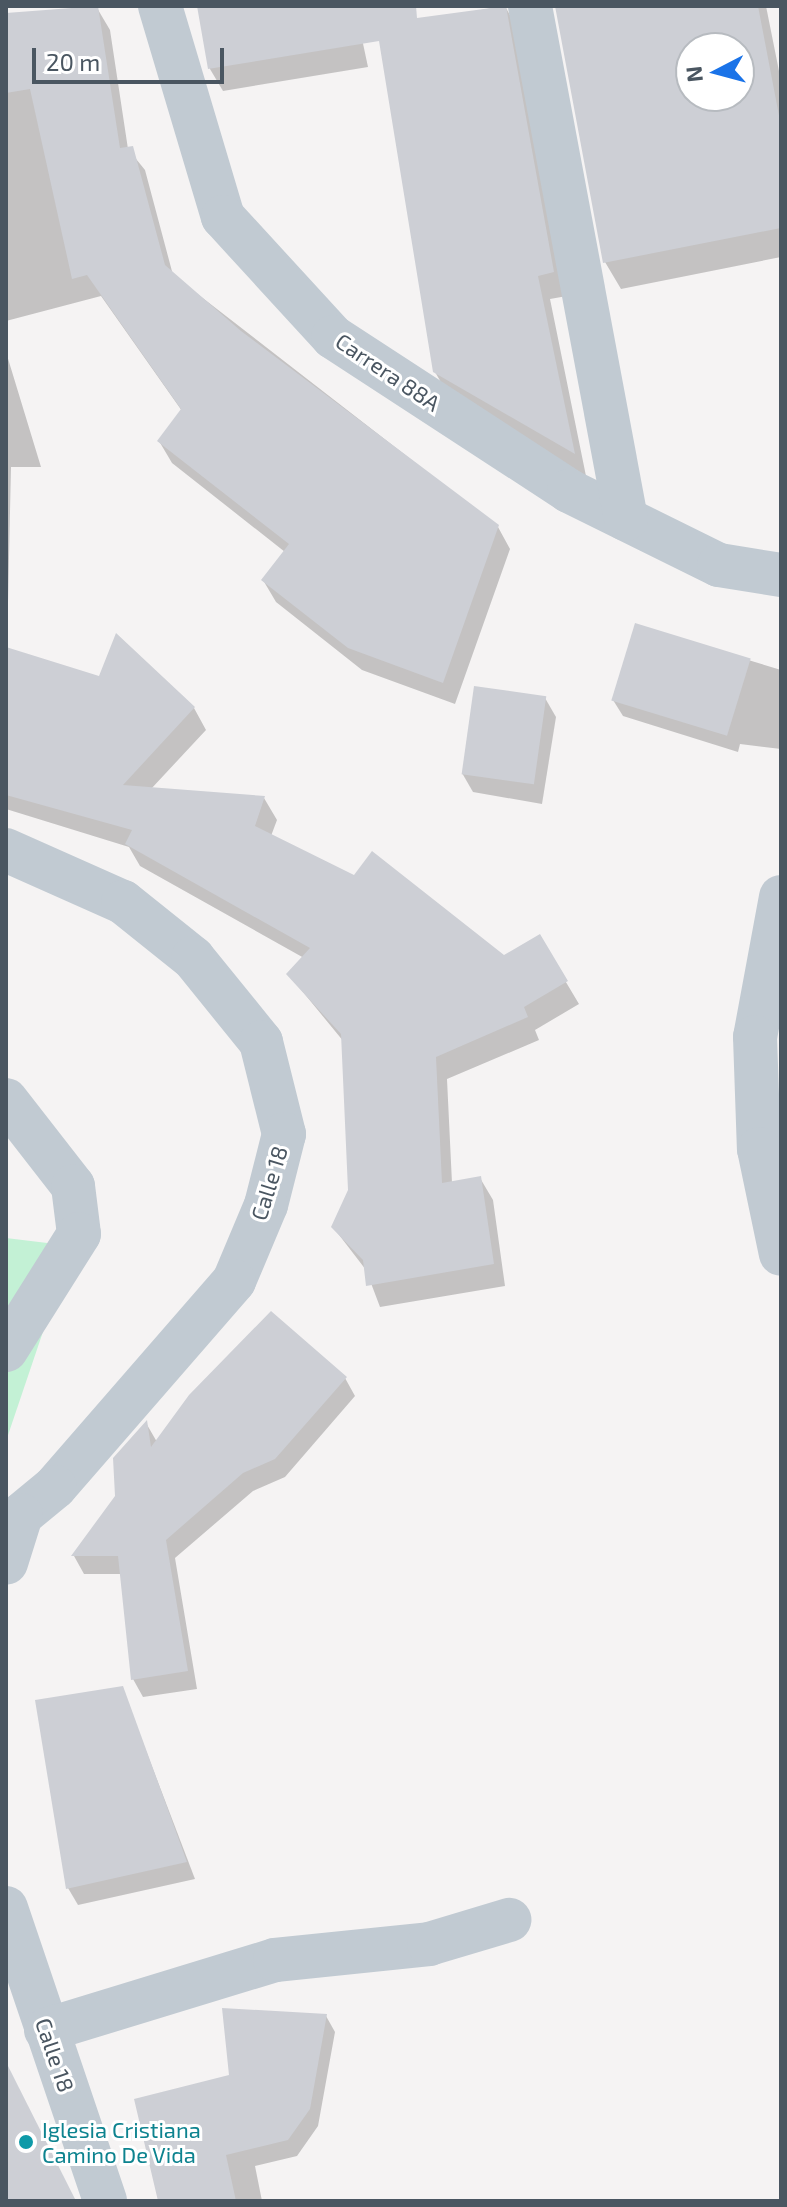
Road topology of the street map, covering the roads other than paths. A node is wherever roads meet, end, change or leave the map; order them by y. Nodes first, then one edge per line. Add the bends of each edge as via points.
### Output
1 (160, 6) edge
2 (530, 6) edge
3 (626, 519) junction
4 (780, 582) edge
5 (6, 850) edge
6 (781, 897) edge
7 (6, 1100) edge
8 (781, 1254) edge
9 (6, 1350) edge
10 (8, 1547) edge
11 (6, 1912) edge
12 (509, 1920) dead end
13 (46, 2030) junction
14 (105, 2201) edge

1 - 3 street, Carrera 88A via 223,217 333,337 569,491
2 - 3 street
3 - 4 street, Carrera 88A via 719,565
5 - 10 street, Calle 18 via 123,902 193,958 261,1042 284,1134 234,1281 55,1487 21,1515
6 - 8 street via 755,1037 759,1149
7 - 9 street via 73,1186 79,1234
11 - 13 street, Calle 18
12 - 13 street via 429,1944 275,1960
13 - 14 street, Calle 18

-- -- --

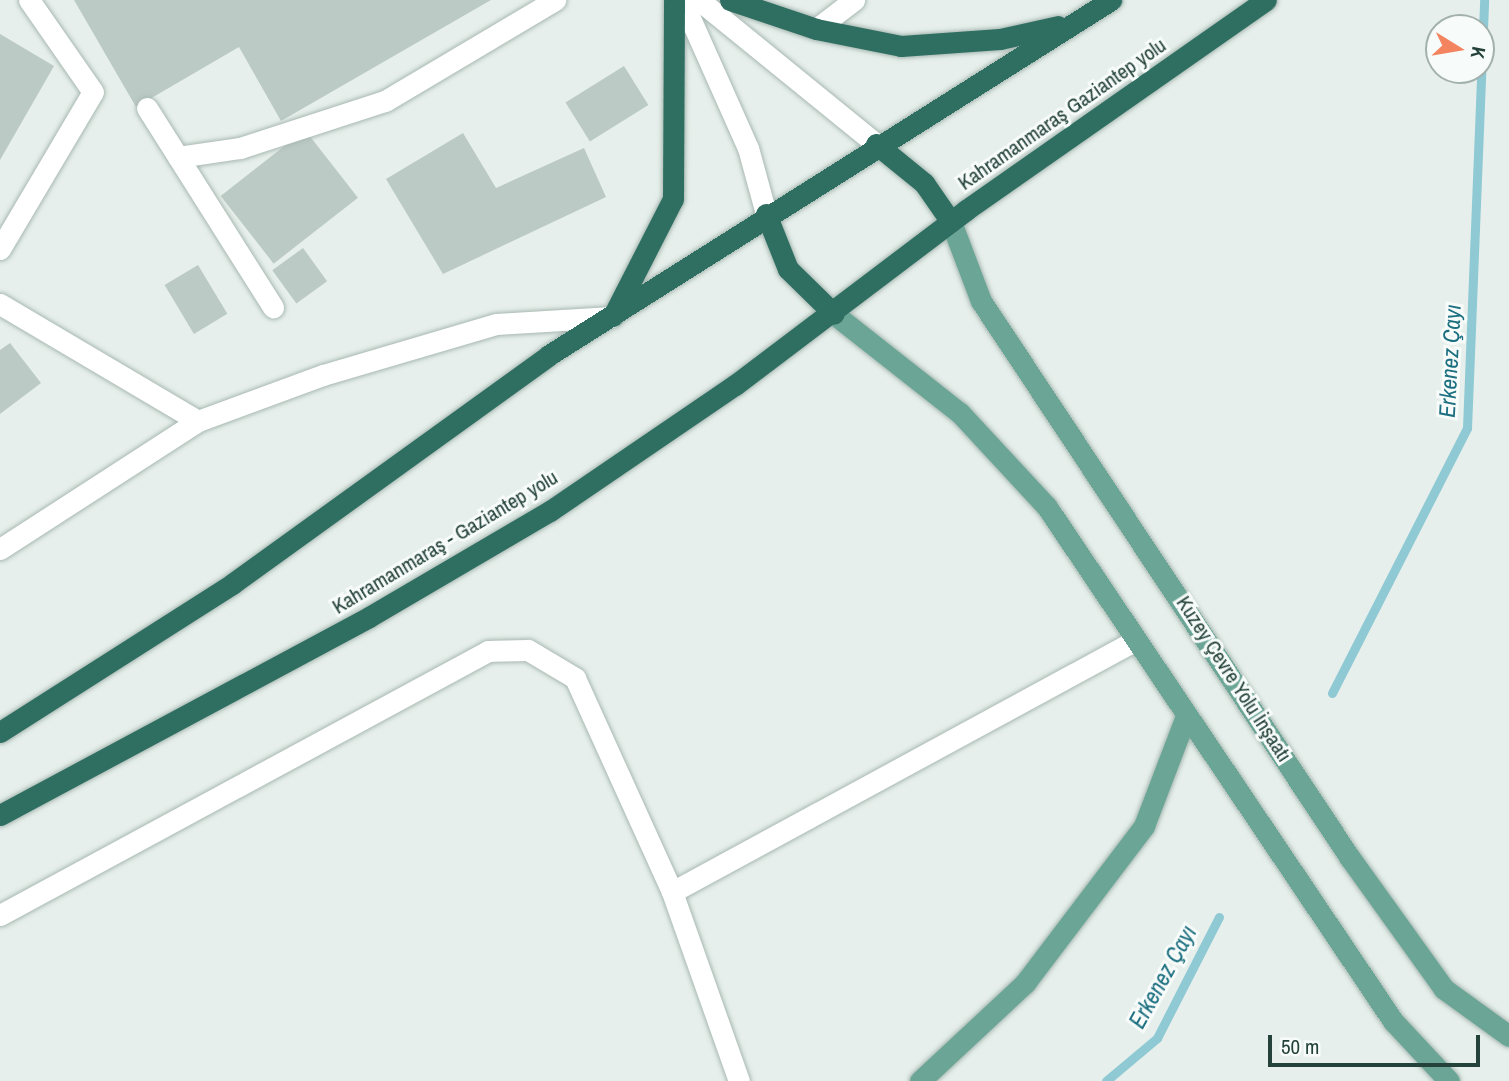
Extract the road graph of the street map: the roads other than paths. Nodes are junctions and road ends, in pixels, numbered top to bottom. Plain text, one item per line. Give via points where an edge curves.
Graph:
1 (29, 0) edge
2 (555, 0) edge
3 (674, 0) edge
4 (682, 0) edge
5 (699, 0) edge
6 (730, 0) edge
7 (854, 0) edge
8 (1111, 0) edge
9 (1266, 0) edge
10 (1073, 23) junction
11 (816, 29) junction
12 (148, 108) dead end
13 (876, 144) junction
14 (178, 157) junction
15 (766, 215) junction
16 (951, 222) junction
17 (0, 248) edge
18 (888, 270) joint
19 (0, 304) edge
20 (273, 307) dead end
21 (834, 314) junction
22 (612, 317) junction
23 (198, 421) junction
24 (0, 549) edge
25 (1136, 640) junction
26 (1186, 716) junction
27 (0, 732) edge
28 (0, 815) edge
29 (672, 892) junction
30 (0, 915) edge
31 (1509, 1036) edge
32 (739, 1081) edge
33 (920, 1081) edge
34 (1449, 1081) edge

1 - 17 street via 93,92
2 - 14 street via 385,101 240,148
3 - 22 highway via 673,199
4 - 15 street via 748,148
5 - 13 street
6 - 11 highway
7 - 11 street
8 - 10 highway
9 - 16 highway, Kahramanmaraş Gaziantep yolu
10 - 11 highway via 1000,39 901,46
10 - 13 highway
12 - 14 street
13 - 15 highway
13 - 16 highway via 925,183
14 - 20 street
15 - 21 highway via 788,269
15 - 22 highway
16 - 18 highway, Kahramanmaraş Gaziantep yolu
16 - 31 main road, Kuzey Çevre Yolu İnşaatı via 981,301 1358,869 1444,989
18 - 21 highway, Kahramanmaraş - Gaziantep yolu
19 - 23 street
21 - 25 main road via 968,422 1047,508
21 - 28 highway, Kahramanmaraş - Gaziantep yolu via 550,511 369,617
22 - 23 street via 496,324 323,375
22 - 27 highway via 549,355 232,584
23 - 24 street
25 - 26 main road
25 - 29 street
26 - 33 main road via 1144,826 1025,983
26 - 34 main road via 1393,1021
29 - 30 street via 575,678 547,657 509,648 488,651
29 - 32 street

-- -- --

Task prompt » Show every line from the entries that includes the word "paths".

Completed task »
Road topology of the street map, covering the roads other than paths. A node is wherever roads meet, end, change or leave the map; order them by y. Nodes first, then one edge per line. Add the bends of each edge as via points.
Extract the road graph of the street map: the roads other than paths. Nodes are junctions and road ends, in pixels, numbered top to bottom. Plain text, one item per line. Give via points where an edge curves.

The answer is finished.